Marketing Execution: The clarity, quality, creativity and efficacy of programs designed to deliver the organization's message to influence the market, promote the brand and business, increase awareness of the products, and establish a positive identification with the product/brand and organization in the minds of buyers. This "mind share" can be driven by a combination of publicity, promotional initiatives, thought leadership, word-of-mouth and sales activities.

Customer Experience: Relationships, products and services/programs that enable clients to be successful with the products evaluated. Specifically, this includes the ways customers receive technical support or account support. This can also include ancillary tools, customer support programs (and the quality thereof), availability of user groups, service-level agreements and so on.

Operations: The ability of the organization to meet its goals and commitments. Factors include the quality of the organizational structure, including skills, experiences, programs, systems and other vehicles that enable the organization to operate effectively and efficiently on an ongoing basis.

Completeness of Vision

Market Understanding: Ability of the vendor to understand buyers' wants and needs and to translate those into products and services. Vendors that show the highest degree of vision listen and understand buyers' wants and needs, and can shape or enhance those with their added vision.

Marketing Strategy: A clear, differentiated set of messages consistently communicated throughout the organization and externalized through the website, advertising, customer programs and positioning statements.

Sales Strategy: The strategy for selling products that uses the appropriate network of direct and indirect sales, marketing, service, and communication affiliates that extend the scope and depth of market reach, skills, expertise, technologies, services and the customer base.

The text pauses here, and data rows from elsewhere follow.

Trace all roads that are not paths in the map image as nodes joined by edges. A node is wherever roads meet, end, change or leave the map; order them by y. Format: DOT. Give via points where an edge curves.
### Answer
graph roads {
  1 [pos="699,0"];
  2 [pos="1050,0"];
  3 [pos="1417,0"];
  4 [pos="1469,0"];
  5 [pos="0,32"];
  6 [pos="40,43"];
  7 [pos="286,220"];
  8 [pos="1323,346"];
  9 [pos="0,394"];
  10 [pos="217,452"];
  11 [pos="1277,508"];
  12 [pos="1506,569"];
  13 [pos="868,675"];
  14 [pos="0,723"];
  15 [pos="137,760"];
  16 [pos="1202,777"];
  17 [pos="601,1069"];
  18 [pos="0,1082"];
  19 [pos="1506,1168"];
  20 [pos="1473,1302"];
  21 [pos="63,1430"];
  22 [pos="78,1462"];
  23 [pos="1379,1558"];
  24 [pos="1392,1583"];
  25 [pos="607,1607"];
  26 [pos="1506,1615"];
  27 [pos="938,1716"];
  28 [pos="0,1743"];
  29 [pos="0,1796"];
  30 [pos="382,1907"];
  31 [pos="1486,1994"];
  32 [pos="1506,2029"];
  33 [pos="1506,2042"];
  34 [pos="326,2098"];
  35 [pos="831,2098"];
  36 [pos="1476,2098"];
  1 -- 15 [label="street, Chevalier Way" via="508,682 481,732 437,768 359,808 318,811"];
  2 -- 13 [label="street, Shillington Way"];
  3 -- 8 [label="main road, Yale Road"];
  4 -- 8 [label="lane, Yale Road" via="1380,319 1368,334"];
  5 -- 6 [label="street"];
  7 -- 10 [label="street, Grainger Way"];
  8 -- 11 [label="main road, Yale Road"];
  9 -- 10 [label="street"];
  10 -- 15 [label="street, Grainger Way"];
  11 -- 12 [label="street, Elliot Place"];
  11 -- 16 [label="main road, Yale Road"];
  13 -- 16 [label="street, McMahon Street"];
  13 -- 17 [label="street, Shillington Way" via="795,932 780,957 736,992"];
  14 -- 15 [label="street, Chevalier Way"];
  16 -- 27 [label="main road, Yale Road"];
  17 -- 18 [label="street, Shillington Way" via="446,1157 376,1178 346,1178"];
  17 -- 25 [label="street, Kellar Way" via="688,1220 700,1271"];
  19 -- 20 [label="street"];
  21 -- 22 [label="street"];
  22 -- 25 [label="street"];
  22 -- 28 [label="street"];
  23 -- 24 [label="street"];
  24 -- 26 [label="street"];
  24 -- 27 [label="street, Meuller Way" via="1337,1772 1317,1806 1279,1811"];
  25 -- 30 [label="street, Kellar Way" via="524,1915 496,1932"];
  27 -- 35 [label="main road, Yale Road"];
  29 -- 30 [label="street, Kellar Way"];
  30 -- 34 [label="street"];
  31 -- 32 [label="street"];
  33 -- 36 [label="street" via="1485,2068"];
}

Offering (Product) Strategy: The vendor's approach to product development and delivery that emphasizes differentiation, functionality, methodology and feature sets as they map to current and future requirements.

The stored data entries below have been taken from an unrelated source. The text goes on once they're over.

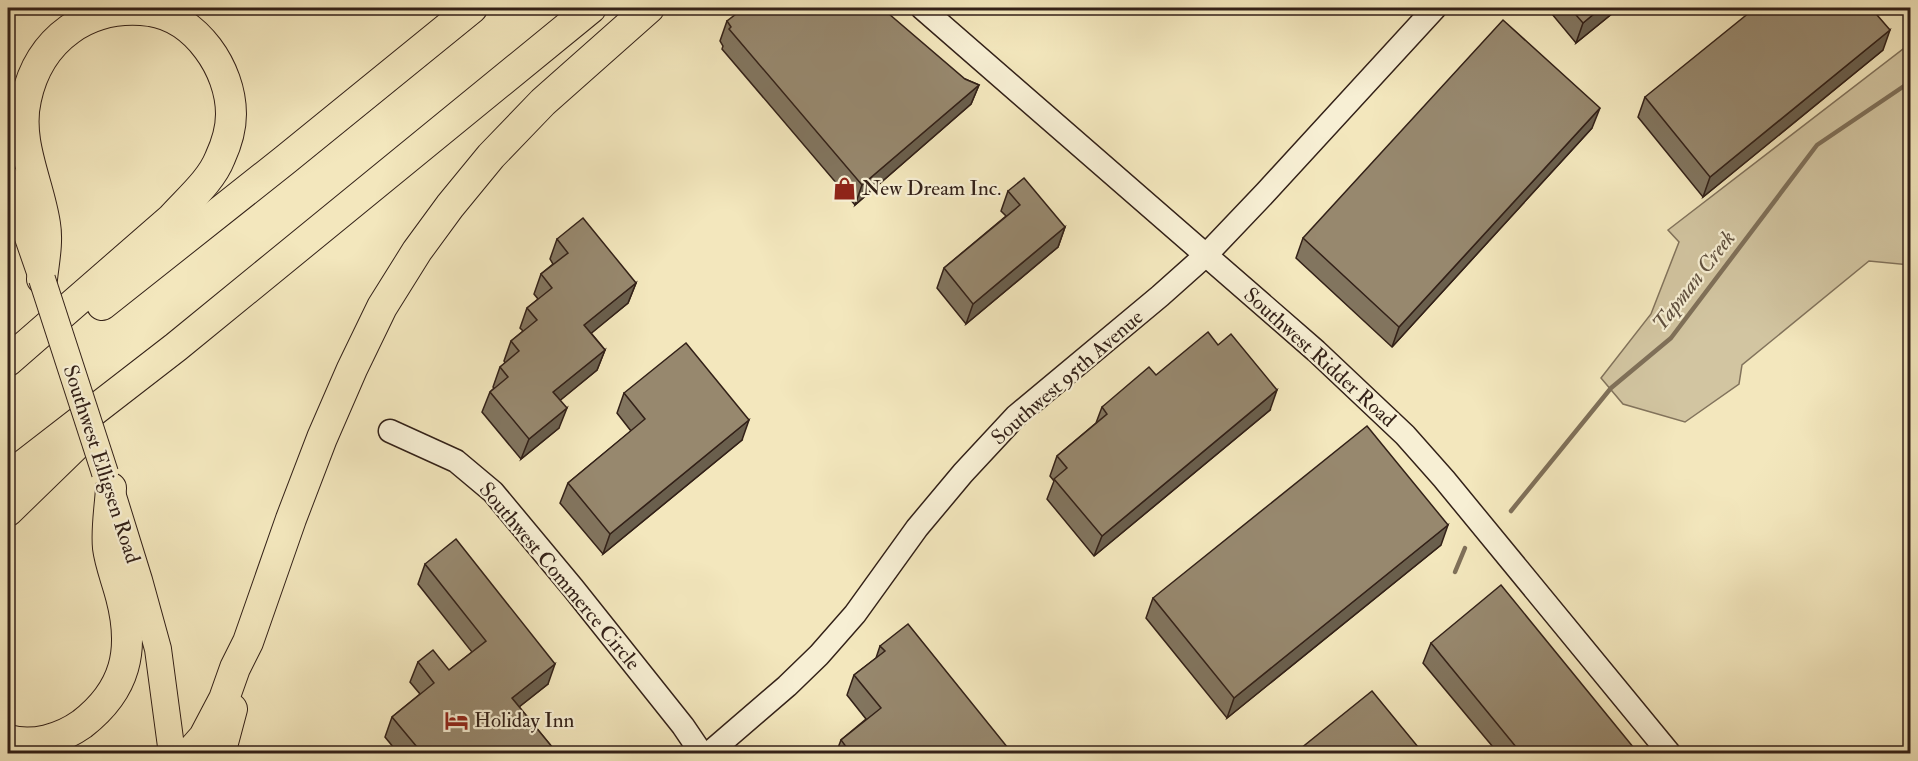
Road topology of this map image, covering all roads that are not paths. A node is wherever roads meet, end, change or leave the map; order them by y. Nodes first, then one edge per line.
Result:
1 (472, 8) edge
2 (591, 8) edge
3 (649, 8) edge
4 (922, 8) edge
5 (1434, 8) edge
6 (8, 180) edge
7 (1206, 255) junction
8 (42, 279) junction
9 (176, 347) junction
10 (8, 361) edge
11 (8, 379) edge
12 (390, 431) dead end
13 (8, 477) edge
14 (108, 480) junction
15 (8, 511) edge
16 (248, 642) junction
17 (8, 740) edge
18 (172, 753) edge
19 (189, 753) edge
20 (220, 753) edge
21 (702, 753) edge
22 (708, 753) edge
23 (1670, 753) edge

1 - 11 highway
2 - 9 highway
3 - 16 highway
4 - 7 street, Southwest Ridder Road
5 - 7 street, Southwest 95th Avenue
6 - 8 main road, Southwest Elligsen Road
7 - 22 street, Southwest 95th Avenue
7 - 23 street, Southwest Ridder Road
8 - 10 highway
8 - 14 main road, Southwest Elligsen Road, bridge
9 - 13 highway
9 - 15 highway
12 - 21 street, Southwest Commerce Circle
14 - 17 highway
14 - 18 main road, Southwest Elligsen Road
16 - 19 highway
16 - 20 highway

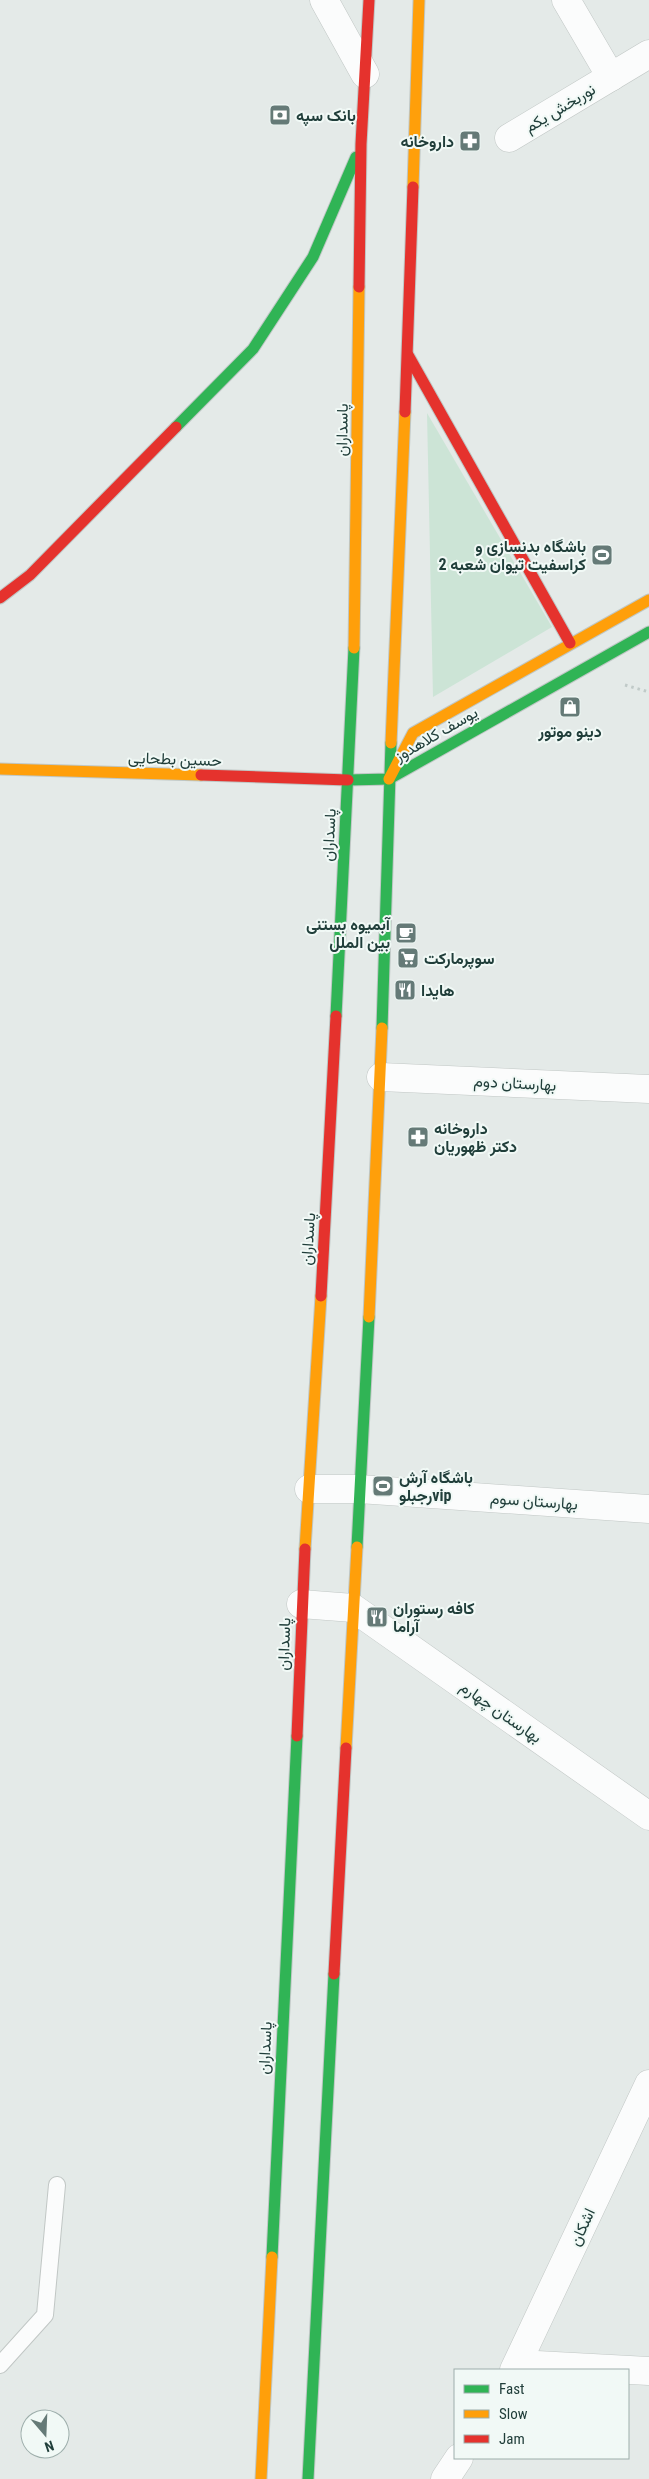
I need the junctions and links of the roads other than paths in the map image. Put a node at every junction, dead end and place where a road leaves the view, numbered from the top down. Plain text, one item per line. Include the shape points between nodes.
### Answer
1 (324, 0) edge
2 (369, 0) edge
3 (420, 0) edge
4 (566, 0) edge
5 (649, 54) edge
6 (365, 74) junction
7 (611, 77) junction
8 (509, 138) dead end
9 (361, 144) junction
10 (408, 355) junction
11 (0, 598) edge
12 (649, 600) edge
13 (649, 632) edge
14 (570, 643) junction
15 (0, 770) edge
16 (389, 779) junction
17 (348, 780) junction
18 (381, 1077) junction
19 (649, 1089) edge
20 (309, 1489) junction
21 (360, 1490) junction
22 (649, 1509) edge
23 (301, 1604) junction
24 (353, 1608) junction
25 (649, 1816) edge
26 (649, 2084) edge
27 (57, 2185) dead end
28 (0, 2366) edge
29 (516, 2367) edge
30 (569, 2369) edge
31 (629, 2371) edge
32 (649, 2372) edge
33 (458, 2459) edge
34 (261, 2479) edge
35 (308, 2479) edge
36 (445, 2479) edge

1 - 6 street
2 - 6 main road, پاسداران
3 - 10 main road
4 - 7 street, نوربخش یکم
5 - 7 street, نوربخش یکم
6 - 9 main road, پاسداران
7 - 8 street, نوربخش یکم
9 - 11 main road via 313,258 253,349 30,575
9 - 17 main road, پاسداران via 356,629
10 - 14 main road
10 - 16 main road
12 - 14 main road, یوسف کلاهدوز
13 - 16 main road, یوسف کلاهدوز
14 - 16 main road, یوسف کلاهدوز via 413,733
15 - 17 main road, حسین بطحایی
16 - 17 main road, حسین بطحایی
16 - 18 main road
17 - 20 main road, پاسداران
18 - 19 street, بهارستان دوم
18 - 21 main road
20 - 21 street, بهارستان سوم
20 - 23 main road, پاسداران
21 - 22 street, بهارستان سوم
21 - 24 main road
23 - 24 street
23 - 34 main road, پاسداران
24 - 25 street, بهارستان چهارم
24 - 35 main road
26 - 29 street, اشکان
27 - 28 lane via 45,2315
29 - 30 street
31 - 32 street
33 - 36 street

Business Model: The soundness and logic of the vendor's underlying business proposition.

Vertical/Industry Strategy: The vendor's strategy to direct resources, skills and offerings to meet the specific needs of individual market segments, including vertical markets.

Innovation: Direct, related, complementary and synergistic layouts of resources, expertise or capital for investment, consolidation, defensive or pre-emptive purposes.

Geographic Strategy: The vendor's strategy to direct resources, skills and offerings to meet the specific needs of geographies outside the "home" or native geography, either directly or through partners, channels and subsidiaries as appropriate for that geography and market.